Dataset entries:
* * * * * * * * *
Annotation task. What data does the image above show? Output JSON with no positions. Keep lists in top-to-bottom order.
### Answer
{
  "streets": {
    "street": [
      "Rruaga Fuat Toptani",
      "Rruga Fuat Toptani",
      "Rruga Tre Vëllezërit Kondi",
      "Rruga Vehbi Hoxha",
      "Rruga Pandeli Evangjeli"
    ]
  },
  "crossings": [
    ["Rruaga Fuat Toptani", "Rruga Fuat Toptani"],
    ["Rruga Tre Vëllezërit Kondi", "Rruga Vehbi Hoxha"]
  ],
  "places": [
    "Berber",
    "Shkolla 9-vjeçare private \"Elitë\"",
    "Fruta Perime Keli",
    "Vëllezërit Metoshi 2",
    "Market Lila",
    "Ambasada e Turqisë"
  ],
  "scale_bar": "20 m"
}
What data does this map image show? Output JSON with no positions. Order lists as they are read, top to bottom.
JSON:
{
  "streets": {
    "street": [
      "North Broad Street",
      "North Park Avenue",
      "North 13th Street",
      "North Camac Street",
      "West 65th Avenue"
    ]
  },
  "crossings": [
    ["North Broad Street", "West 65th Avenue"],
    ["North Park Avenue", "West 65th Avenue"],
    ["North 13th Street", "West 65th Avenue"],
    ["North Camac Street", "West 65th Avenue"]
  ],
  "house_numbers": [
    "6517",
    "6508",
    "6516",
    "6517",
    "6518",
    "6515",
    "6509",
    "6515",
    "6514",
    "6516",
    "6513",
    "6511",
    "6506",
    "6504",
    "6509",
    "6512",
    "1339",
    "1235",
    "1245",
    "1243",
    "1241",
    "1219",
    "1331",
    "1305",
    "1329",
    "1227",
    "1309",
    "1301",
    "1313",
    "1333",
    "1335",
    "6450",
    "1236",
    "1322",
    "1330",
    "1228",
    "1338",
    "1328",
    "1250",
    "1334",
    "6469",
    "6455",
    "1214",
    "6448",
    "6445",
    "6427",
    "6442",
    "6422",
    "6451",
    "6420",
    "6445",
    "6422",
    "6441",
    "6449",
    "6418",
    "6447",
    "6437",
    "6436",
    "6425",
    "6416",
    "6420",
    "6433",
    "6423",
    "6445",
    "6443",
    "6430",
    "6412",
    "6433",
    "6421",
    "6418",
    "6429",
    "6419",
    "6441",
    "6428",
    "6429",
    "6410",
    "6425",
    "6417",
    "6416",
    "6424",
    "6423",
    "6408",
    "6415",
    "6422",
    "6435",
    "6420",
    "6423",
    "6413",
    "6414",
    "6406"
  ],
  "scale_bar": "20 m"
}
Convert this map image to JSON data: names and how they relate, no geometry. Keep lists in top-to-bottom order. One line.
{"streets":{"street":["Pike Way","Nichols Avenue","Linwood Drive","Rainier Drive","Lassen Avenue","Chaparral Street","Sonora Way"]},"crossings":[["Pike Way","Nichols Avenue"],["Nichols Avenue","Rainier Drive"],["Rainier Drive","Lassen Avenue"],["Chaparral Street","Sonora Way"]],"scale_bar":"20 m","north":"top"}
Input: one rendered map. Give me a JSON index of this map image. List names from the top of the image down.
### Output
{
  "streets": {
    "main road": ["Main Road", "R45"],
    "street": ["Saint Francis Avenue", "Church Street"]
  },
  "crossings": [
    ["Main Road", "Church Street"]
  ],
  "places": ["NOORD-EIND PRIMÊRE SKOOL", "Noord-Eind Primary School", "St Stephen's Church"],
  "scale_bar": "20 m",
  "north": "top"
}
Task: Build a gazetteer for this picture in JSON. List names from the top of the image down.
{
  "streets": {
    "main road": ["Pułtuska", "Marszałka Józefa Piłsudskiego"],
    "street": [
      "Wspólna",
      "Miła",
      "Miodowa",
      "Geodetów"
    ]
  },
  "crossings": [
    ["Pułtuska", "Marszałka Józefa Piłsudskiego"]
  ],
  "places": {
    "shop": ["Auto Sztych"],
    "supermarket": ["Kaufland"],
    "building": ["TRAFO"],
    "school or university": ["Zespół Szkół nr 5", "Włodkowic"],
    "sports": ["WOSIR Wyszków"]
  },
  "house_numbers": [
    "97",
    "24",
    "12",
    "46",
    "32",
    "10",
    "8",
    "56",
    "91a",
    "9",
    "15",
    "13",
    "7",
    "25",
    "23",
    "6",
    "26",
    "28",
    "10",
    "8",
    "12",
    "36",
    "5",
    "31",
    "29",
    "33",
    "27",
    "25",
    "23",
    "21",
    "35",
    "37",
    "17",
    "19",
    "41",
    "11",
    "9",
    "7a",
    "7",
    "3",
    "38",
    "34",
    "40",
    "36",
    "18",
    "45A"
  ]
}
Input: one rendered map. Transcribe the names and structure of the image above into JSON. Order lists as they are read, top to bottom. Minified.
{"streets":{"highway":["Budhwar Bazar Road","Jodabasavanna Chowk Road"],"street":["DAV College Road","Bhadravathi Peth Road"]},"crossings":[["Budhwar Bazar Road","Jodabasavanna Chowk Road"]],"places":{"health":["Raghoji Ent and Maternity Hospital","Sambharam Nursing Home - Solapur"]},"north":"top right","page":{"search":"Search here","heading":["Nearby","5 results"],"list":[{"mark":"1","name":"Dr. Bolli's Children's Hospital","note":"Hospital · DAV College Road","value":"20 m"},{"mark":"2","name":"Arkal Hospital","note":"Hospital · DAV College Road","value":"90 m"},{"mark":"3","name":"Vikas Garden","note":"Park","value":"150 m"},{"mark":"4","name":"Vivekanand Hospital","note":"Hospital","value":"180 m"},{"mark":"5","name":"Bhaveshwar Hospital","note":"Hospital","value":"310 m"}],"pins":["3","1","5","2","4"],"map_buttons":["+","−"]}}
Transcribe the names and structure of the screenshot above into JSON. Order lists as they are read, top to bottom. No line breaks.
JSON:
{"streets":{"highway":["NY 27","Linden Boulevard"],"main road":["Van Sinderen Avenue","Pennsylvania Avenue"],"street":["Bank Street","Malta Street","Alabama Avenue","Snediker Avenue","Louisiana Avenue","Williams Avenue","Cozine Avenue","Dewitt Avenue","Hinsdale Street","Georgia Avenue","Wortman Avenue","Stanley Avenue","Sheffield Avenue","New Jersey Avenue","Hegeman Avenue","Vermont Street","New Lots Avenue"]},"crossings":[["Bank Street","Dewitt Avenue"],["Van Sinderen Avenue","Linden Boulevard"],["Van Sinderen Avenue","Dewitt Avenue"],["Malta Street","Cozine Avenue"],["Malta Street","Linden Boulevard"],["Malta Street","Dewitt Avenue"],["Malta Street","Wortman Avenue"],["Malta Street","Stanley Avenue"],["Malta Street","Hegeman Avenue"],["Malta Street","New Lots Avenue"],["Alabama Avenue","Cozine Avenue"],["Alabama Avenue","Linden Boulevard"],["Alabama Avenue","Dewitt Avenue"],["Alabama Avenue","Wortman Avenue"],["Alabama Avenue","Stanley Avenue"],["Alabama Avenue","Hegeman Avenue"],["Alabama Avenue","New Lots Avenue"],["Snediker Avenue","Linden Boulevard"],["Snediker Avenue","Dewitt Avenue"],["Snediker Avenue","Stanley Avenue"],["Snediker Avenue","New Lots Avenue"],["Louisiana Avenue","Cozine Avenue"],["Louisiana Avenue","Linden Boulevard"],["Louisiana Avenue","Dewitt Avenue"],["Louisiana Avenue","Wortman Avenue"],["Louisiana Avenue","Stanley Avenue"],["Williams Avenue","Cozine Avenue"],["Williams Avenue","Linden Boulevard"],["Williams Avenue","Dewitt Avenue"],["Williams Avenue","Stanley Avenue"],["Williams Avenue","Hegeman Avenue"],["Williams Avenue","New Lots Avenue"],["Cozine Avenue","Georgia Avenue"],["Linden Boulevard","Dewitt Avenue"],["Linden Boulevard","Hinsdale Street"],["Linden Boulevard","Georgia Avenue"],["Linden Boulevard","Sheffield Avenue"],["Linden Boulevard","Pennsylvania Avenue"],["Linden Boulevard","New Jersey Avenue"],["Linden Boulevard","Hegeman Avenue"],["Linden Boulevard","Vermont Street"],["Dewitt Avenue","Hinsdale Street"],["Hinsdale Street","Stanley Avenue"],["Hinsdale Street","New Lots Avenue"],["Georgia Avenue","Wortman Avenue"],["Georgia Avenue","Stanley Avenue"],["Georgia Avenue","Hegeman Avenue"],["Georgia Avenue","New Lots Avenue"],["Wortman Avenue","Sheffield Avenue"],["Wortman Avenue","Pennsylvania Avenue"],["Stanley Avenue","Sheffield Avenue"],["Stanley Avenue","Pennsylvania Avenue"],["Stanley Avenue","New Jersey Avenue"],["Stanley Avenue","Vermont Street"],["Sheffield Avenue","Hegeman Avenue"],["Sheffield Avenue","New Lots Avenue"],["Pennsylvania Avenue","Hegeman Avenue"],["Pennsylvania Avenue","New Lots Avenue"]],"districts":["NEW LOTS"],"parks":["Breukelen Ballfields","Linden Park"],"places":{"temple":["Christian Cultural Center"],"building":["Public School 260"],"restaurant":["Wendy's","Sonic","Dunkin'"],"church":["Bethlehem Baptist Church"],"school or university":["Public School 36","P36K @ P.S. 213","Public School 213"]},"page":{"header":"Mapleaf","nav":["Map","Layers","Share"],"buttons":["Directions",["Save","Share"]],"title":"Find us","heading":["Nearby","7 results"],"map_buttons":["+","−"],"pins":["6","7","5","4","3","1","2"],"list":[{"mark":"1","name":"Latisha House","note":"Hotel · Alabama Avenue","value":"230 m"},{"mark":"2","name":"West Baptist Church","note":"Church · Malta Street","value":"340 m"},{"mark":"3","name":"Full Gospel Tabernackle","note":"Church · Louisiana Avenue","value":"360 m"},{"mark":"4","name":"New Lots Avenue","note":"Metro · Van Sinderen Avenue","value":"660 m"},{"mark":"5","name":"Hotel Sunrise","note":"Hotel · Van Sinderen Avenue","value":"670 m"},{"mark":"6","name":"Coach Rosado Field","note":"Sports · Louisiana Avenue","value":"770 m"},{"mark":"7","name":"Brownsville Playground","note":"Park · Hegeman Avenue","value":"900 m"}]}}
* * * * * * * * *
- [PROBLEM] Could you return all lines from the data above that contain the string "Fuat"?

- [WRITTEN ANSWER]
      "Rruaga Fuat Toptani",
      "Rruga Fuat Toptani",
    ["Rruaga Fuat Toptani", "Rruga Fuat Toptani"],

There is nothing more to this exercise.